→ Work instruction:
From the entries below, copy out every line with "Gemici" in it.

-------- Supplied entries --------

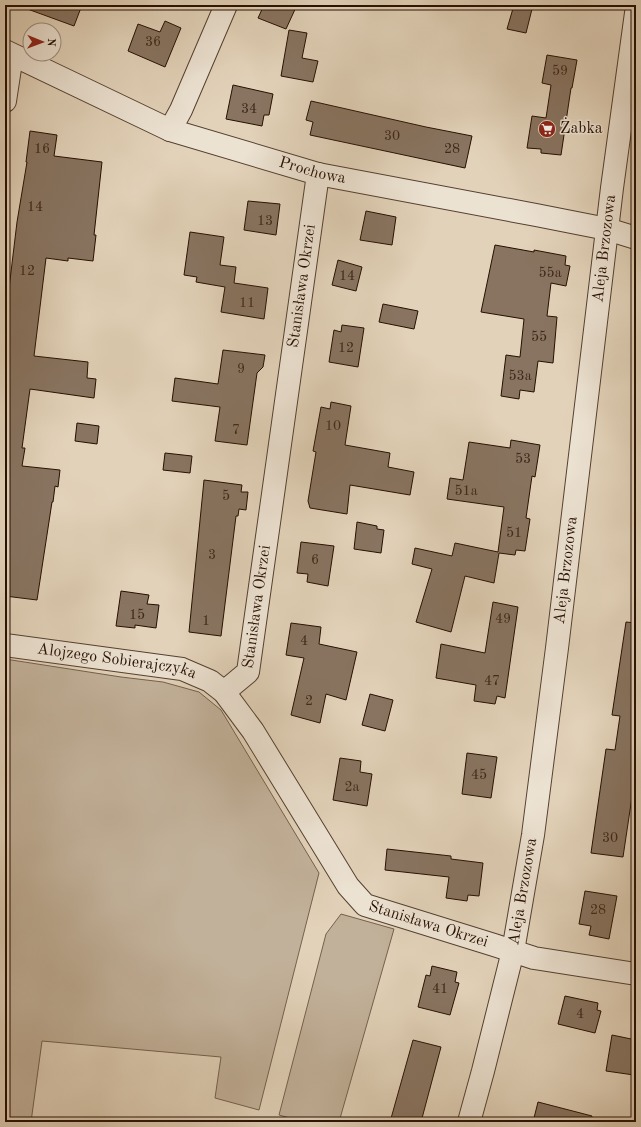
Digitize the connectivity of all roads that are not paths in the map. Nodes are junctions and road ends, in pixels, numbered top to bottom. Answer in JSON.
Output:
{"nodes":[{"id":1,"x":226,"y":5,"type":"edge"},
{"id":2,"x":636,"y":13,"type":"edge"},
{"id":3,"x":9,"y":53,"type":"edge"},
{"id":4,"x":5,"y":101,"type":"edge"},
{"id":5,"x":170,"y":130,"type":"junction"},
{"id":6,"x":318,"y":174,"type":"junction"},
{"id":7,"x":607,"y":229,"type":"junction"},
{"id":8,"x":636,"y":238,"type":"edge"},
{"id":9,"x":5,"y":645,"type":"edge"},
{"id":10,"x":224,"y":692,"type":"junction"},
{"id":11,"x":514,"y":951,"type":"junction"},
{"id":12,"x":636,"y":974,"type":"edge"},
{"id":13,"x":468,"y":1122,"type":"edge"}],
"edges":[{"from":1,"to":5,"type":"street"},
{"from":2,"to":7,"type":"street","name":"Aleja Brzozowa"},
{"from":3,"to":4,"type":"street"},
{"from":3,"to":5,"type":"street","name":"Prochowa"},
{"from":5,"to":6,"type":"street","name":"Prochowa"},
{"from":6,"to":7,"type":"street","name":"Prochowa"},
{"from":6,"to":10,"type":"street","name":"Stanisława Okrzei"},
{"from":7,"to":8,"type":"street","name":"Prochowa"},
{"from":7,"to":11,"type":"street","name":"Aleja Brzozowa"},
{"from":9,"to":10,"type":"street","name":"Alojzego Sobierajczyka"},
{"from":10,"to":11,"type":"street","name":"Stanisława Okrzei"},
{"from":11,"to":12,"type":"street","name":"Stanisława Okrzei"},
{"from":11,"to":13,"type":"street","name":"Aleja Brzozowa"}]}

--------
-------- Supplied entries --------

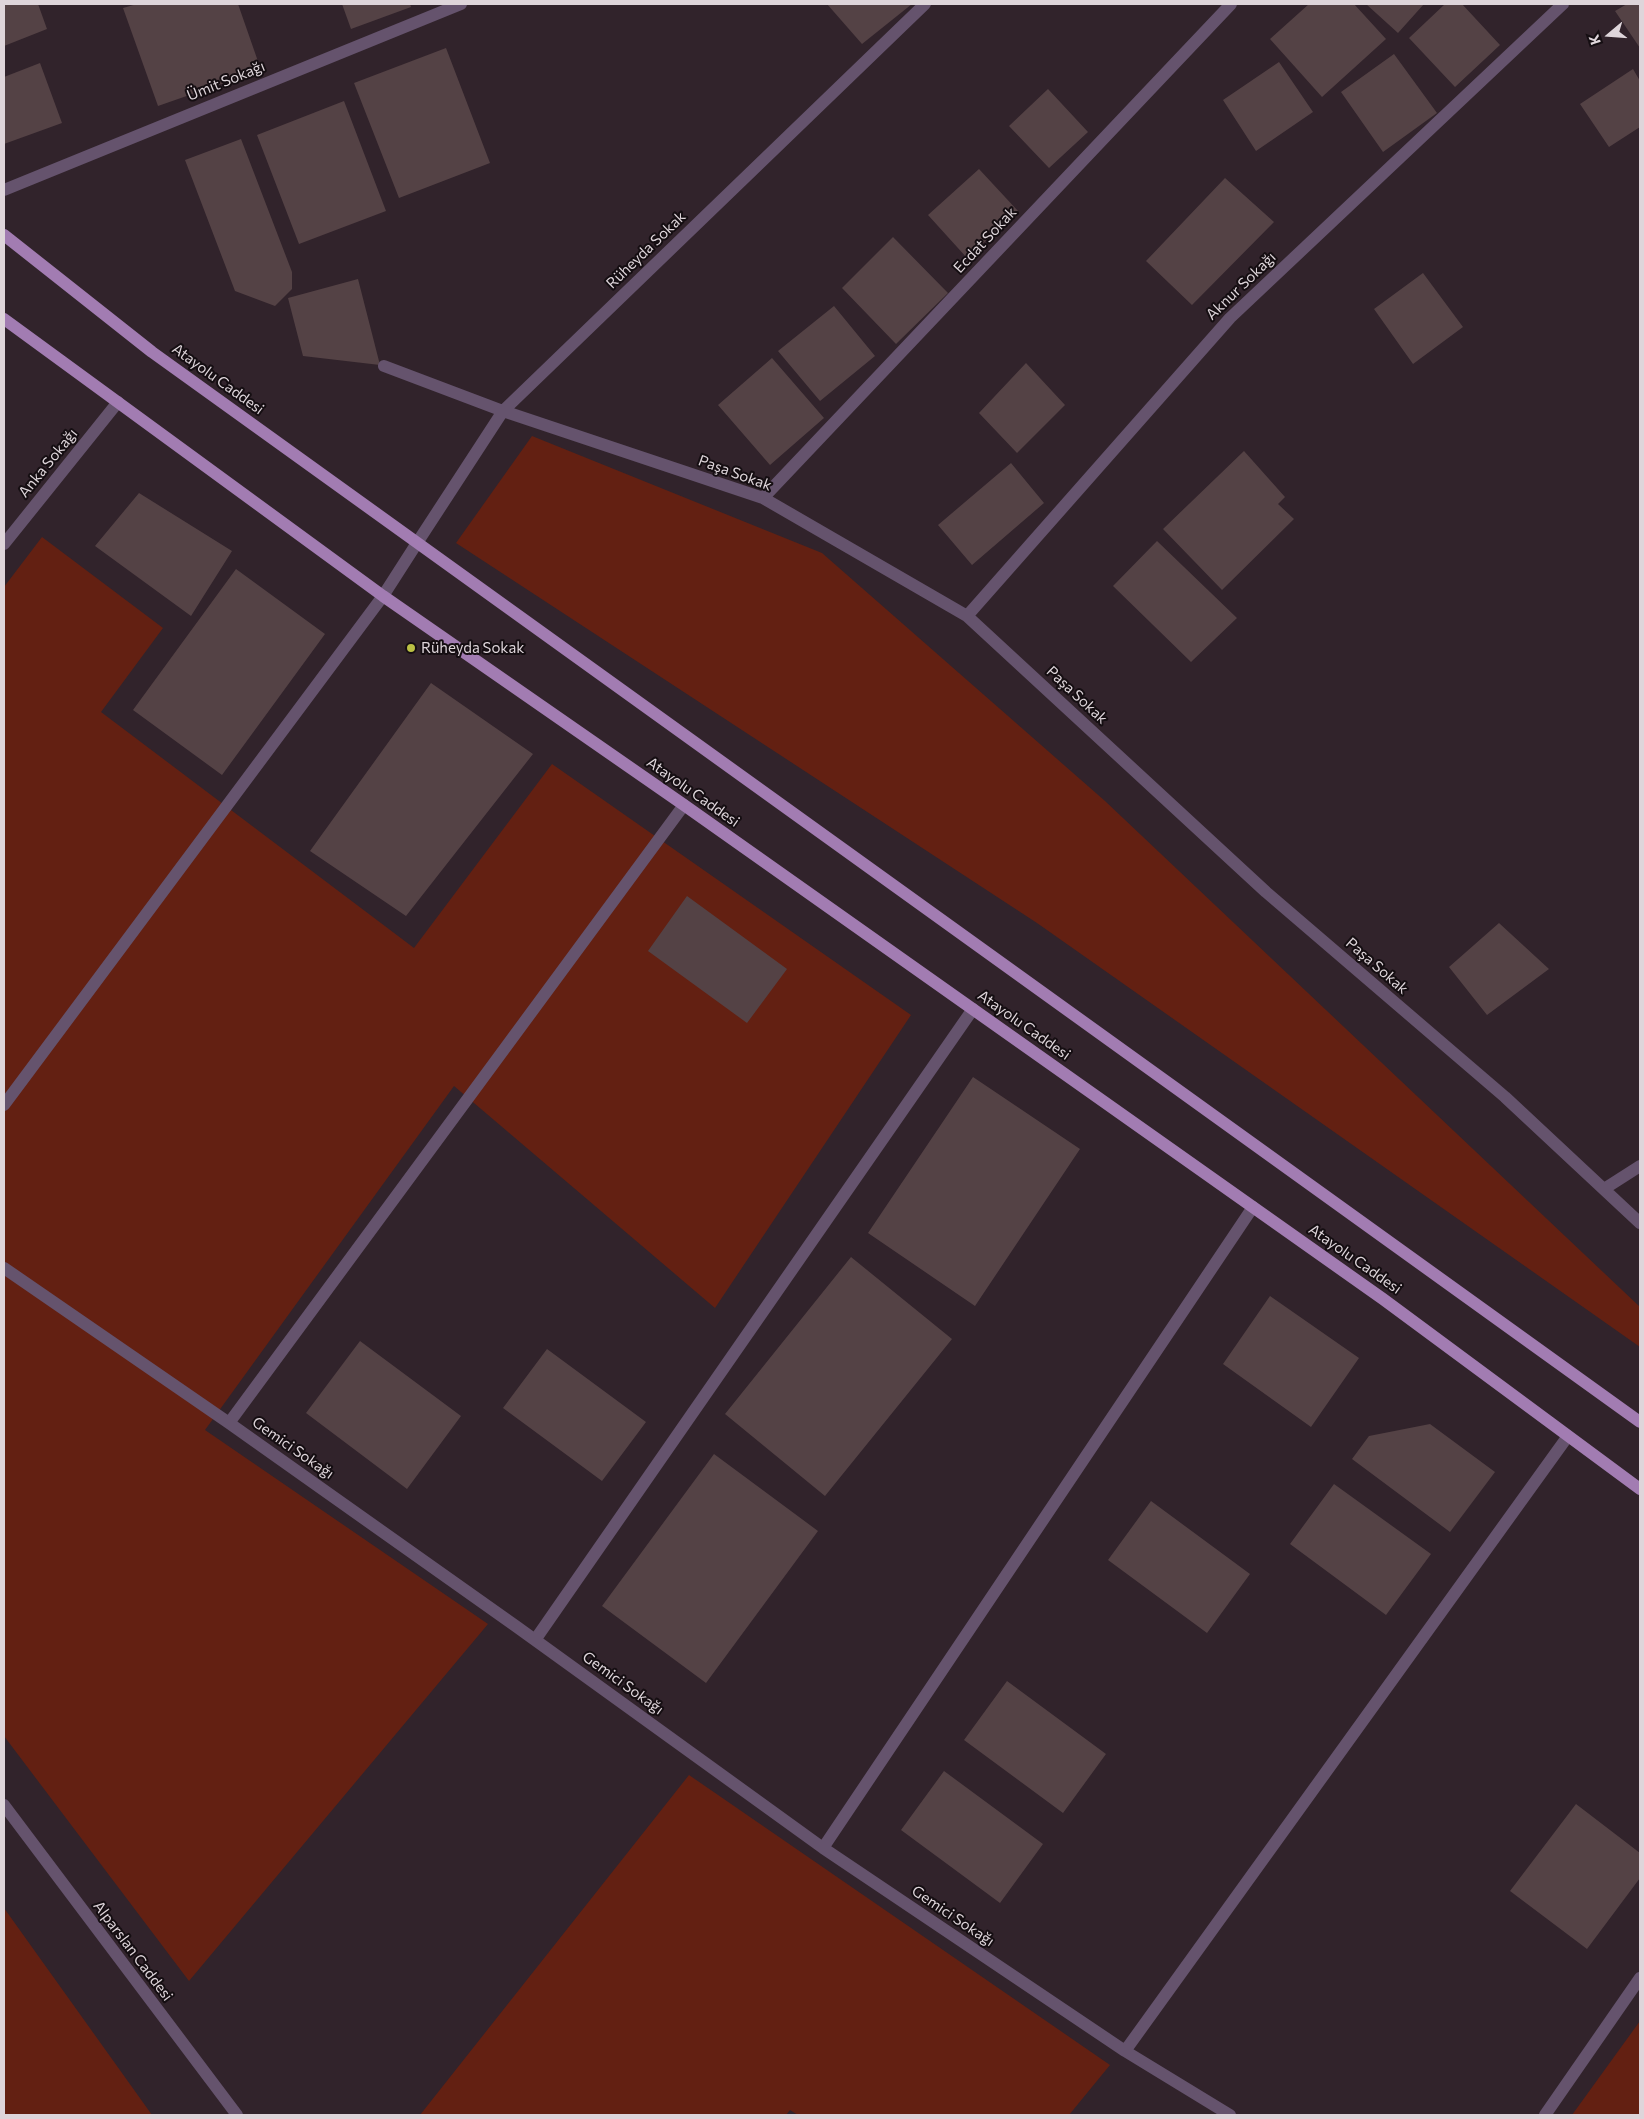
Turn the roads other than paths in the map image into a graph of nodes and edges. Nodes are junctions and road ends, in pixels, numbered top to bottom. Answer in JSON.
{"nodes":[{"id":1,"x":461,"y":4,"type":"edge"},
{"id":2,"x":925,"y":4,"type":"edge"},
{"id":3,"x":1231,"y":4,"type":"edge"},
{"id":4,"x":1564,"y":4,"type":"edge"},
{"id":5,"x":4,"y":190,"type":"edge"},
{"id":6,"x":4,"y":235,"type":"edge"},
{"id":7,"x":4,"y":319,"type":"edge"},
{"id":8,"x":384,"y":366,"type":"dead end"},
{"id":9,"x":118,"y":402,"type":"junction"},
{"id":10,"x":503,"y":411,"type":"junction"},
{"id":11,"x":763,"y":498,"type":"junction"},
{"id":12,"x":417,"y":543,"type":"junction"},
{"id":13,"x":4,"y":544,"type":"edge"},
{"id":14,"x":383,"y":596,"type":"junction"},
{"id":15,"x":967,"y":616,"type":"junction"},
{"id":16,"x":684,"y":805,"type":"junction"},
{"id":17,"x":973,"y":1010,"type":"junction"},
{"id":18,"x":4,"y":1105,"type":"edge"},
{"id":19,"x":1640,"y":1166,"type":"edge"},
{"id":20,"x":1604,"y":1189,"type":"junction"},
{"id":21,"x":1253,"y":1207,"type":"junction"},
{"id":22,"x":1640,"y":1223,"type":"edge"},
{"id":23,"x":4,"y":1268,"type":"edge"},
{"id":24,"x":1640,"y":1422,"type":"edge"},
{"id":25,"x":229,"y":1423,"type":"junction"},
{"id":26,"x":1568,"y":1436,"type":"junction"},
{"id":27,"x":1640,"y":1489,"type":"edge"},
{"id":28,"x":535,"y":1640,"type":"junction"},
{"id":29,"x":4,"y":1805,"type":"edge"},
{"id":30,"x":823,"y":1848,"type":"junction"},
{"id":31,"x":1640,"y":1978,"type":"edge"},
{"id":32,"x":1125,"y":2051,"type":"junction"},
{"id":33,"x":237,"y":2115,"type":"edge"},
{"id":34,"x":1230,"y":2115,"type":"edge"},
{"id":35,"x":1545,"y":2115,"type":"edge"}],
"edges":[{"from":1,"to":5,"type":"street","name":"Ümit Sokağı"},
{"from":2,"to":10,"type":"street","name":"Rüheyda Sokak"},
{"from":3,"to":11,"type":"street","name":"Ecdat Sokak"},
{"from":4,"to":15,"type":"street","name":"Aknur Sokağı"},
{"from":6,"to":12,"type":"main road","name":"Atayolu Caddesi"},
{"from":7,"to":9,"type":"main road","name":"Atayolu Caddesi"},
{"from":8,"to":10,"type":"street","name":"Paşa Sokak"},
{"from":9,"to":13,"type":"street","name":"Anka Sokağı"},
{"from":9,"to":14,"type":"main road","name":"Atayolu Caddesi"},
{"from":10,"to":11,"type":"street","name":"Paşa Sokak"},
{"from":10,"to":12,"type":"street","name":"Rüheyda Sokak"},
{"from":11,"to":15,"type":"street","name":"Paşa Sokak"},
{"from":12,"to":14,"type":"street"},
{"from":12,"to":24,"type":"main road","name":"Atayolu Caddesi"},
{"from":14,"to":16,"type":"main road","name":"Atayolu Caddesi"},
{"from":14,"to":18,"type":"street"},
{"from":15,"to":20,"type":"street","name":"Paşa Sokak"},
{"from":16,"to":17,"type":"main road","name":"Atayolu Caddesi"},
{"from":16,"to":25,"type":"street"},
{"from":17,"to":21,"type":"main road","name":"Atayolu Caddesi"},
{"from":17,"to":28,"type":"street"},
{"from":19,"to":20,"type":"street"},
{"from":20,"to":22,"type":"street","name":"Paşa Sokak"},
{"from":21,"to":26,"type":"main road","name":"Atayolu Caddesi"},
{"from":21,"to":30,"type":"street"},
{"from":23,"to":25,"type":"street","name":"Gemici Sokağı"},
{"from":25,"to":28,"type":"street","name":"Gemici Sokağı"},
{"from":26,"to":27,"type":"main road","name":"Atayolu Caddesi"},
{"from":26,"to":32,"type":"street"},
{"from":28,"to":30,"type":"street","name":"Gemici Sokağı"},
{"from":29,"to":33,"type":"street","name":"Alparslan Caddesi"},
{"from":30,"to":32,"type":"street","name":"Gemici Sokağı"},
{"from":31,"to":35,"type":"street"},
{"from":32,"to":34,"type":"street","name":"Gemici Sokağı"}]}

--------

→ Written solution:
{"from":23,"to":25,"type":"street","name":"Gemici Sokağı"},
{"from":25,"to":28,"type":"street","name":"Gemici Sokağı"},
{"from":28,"to":30,"type":"street","name":"Gemici Sokağı"},
{"from":30,"to":32,"type":"street","name":"Gemici Sokağı"},
{"from":32,"to":34,"type":"street","name":"Gemici Sokağı"}]}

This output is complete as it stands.